Agari - 19-10-2015 at 11:37

Quote: Originally posted by j_sum1  
What chlorine test would you be referring to?

The advantages of Cl2 over other more dangerous chemicals in this context are (1) It is not a cumulative poison. Acute, yes. Chronic, no. (2) Its odour threshold is far lower than the level at which it will cause harm. Therefore, if you smell it, you have a chance to escape.

As for cleaning up glassware, there are numerous possibilities.
Flushing with air and sending it all through a scrubber of sodium hydroxide solution would be my first option. Ideally a multi-stage scrub with indicator in the solutions to monitor progress. It sounds like blowing bubbles.

I only have a few minutes before I am going to move out for the phosgene synthesis. The chlorine test I was referring to was to set up a chlorine generator linked to the apparatus for phosgene synthesis to determine whether or not it will leak during the synthesis of the REAL toxic chemicals. If enough leaks to smell it, then that would mean that if phosgene was being produced,it would leak enough for a lethal dose to be inhaled.
I will give a status update if I am alive within 72 hours on the Organics thread.

Magpie - 19-10-2015 at 12:29

My troll detector is pegged.

Pasrules - 19-10-2015 at 14:11

To the phosgene chemists go boil a cabbage down and if you smell it at all forget about nerve agents. There are a lot of more enjoyable things to do "less" risk like seperating HF & Nitric from pickling paste.
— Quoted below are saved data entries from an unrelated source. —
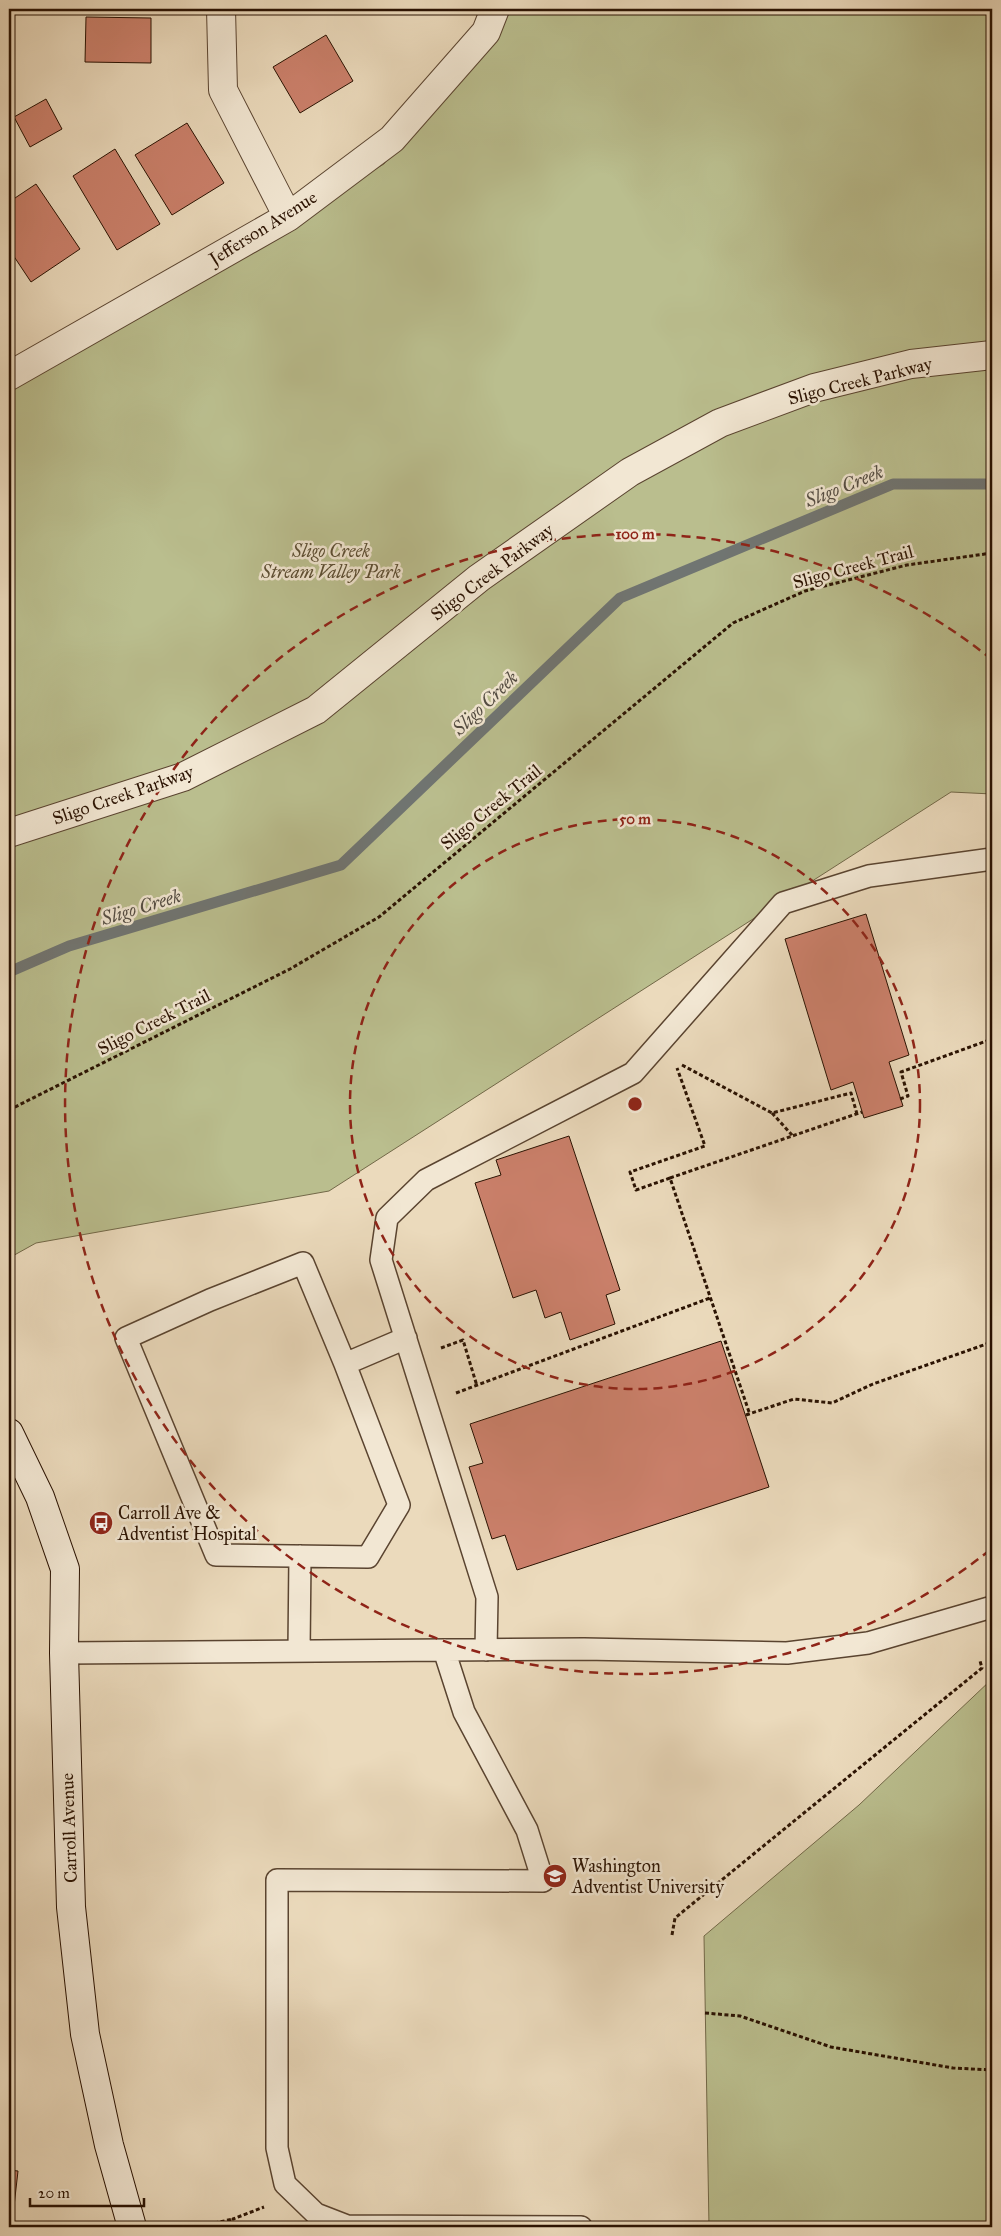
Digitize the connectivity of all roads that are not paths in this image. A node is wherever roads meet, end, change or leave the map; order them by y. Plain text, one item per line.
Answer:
1 (222, 9) edge
2 (495, 9) edge
3 (288, 217) junction
4 (992, 355) edge
5 (9, 376) edge
6 (9, 833) edge
7 (992, 859) edge
8 (409, 1348) junction
9 (345, 1364) junction
10 (9, 1433) edge
11 (300, 1556) junction
12 (992, 1607) edge
13 (444, 1650) junction
14 (486, 1650) junction
15 (299, 1652) junction
16 (64, 1653) junction
17 (132, 2227) edge
18 (581, 2227) edge

1 - 3 street
2 - 3 street, Jefferson Avenue
3 - 5 street, Jefferson Avenue
4 - 6 street, Sligo Creek Parkway
7 - 8 lane
8 - 9 lane
8 - 14 lane
9 - 11 lane
9 - 11 lane
10 - 16 street, Carroll Avenue
11 - 15 lane
12 - 14 lane
13 - 14 lane
13 - 15 lane
13 - 18 lane
15 - 16 lane
16 - 17 street, Carroll Avenue

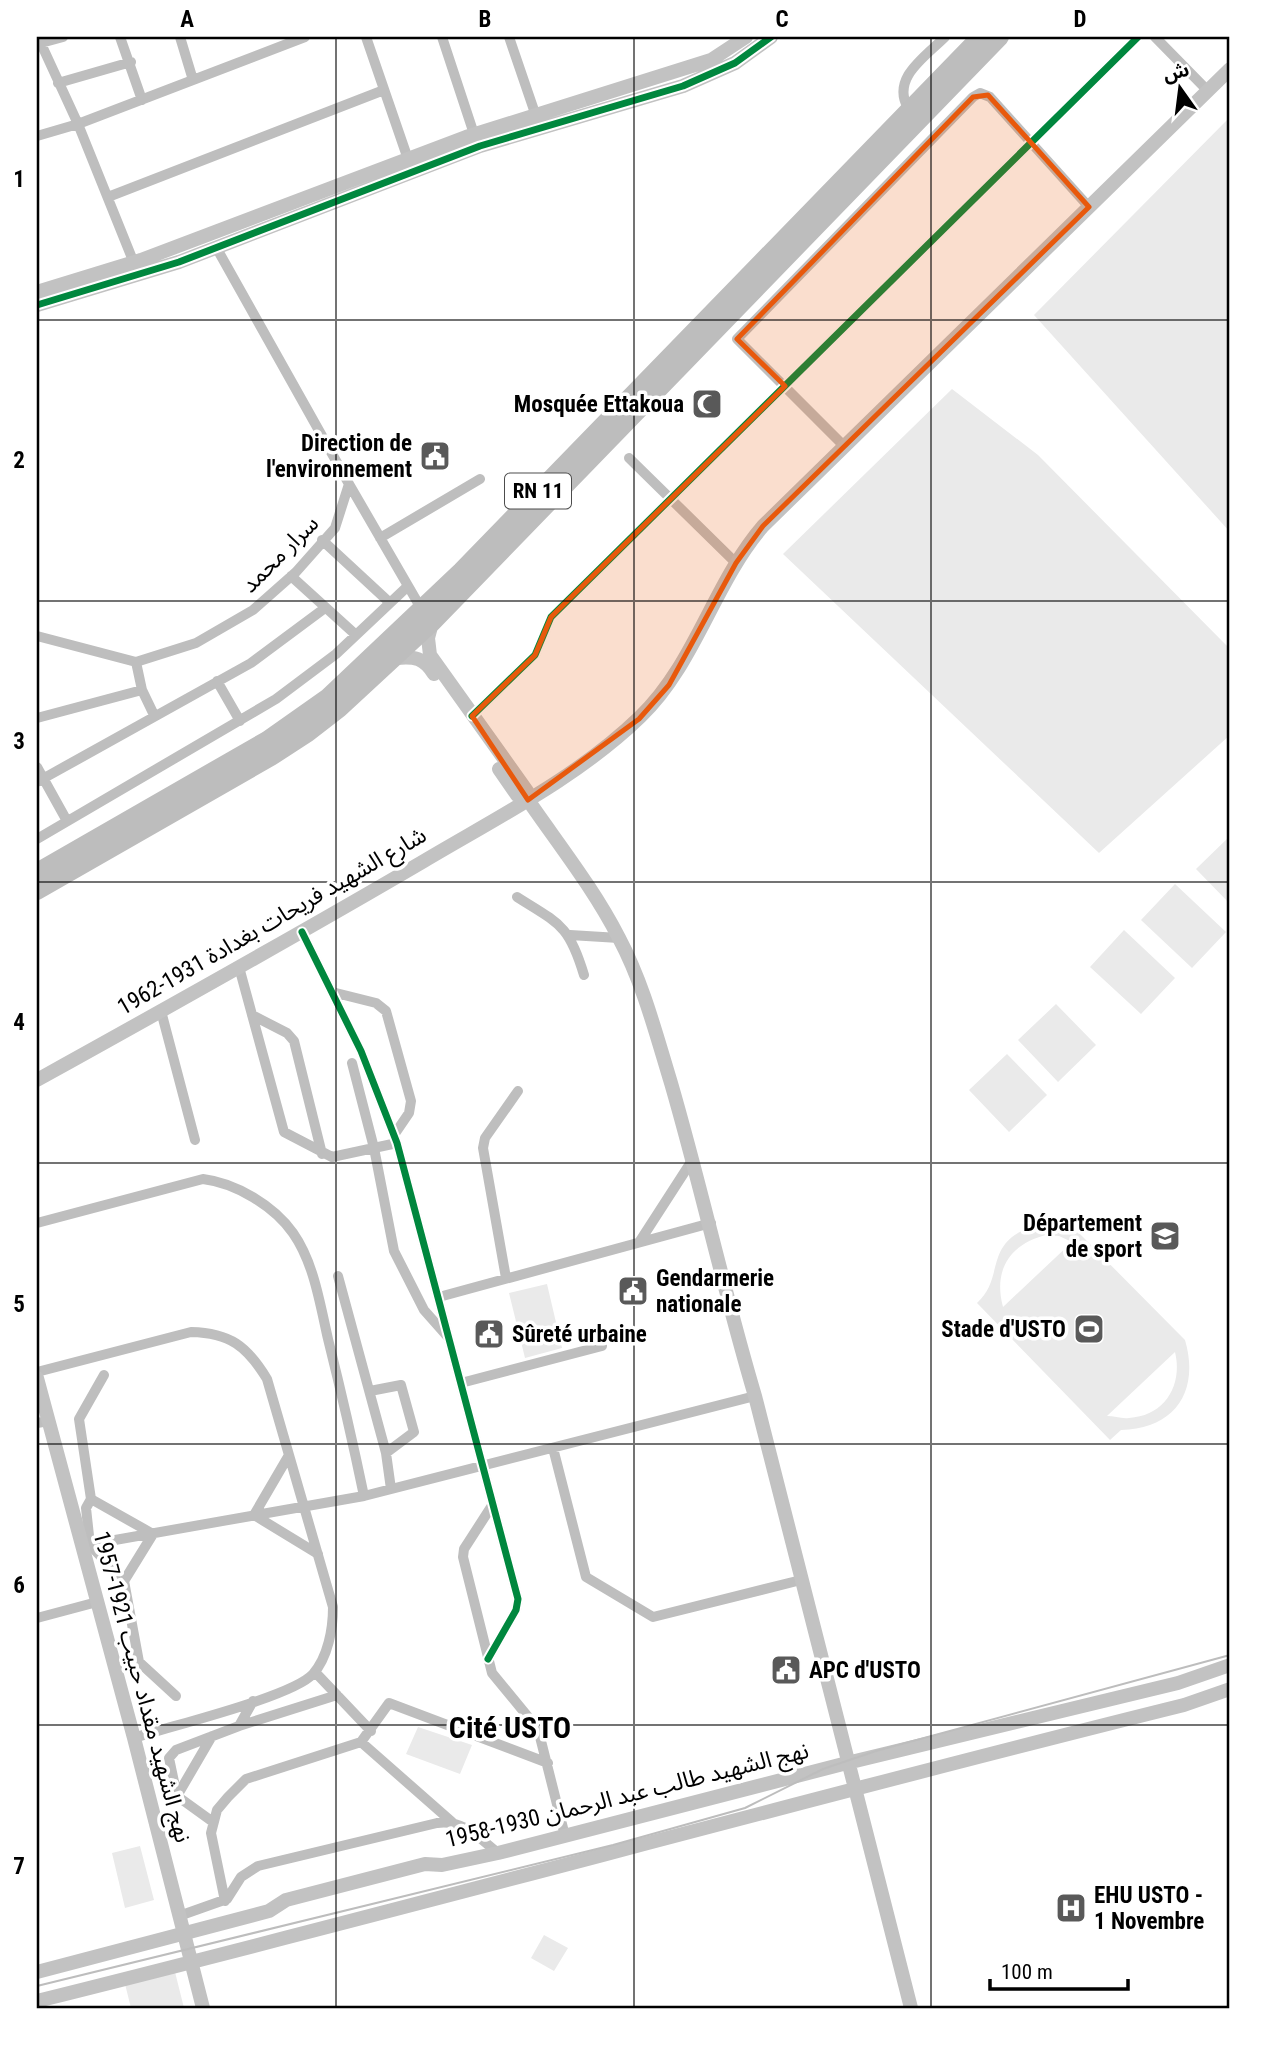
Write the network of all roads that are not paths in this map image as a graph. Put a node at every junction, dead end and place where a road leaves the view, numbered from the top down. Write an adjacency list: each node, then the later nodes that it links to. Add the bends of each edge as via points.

Edit: No hate intended to OP, I just think cabbage before chlorine is a good start.

[Edited on 19-10-2015 by Pasrules]

Little_Ghost_again - 19-10-2015 at 14:43

Quote: Originally posted by Pasrules  
To the phosgene chemists go boil a cabbage down and if you smell it at all forget about nerve agents. There are a lot of more enjoyable things to do "less" risk like seperating HF & Nitric from pickling paste.

Edit: No hate intended to OP, I just think cabbage before chlorine is a good start.

[Edited on 19-10-2015 by Pasrules]


Another top tip! that one I will definitely try, really really cheap and I can smell it miles off. Great idea and nice and safe, dont get wrong this may seem total over kill as chlorine is about as far as I would go, but I would like my technique to be good and hopefully professional.

I honestly dont think trying to develop a high level of skill is a waste of time even if your not making something nasty.
For example I am lucky and no one near by to annoy with smells, but some people want to make things not particularly harmful but may be a PITA smell wise to others, so developing good technique also stops the neighbors having a problem with your hobby.

As to you know who... Look go do what you want but do it out the way from others, go be kewl and happy, dont put others at risk but do what you want with your own health.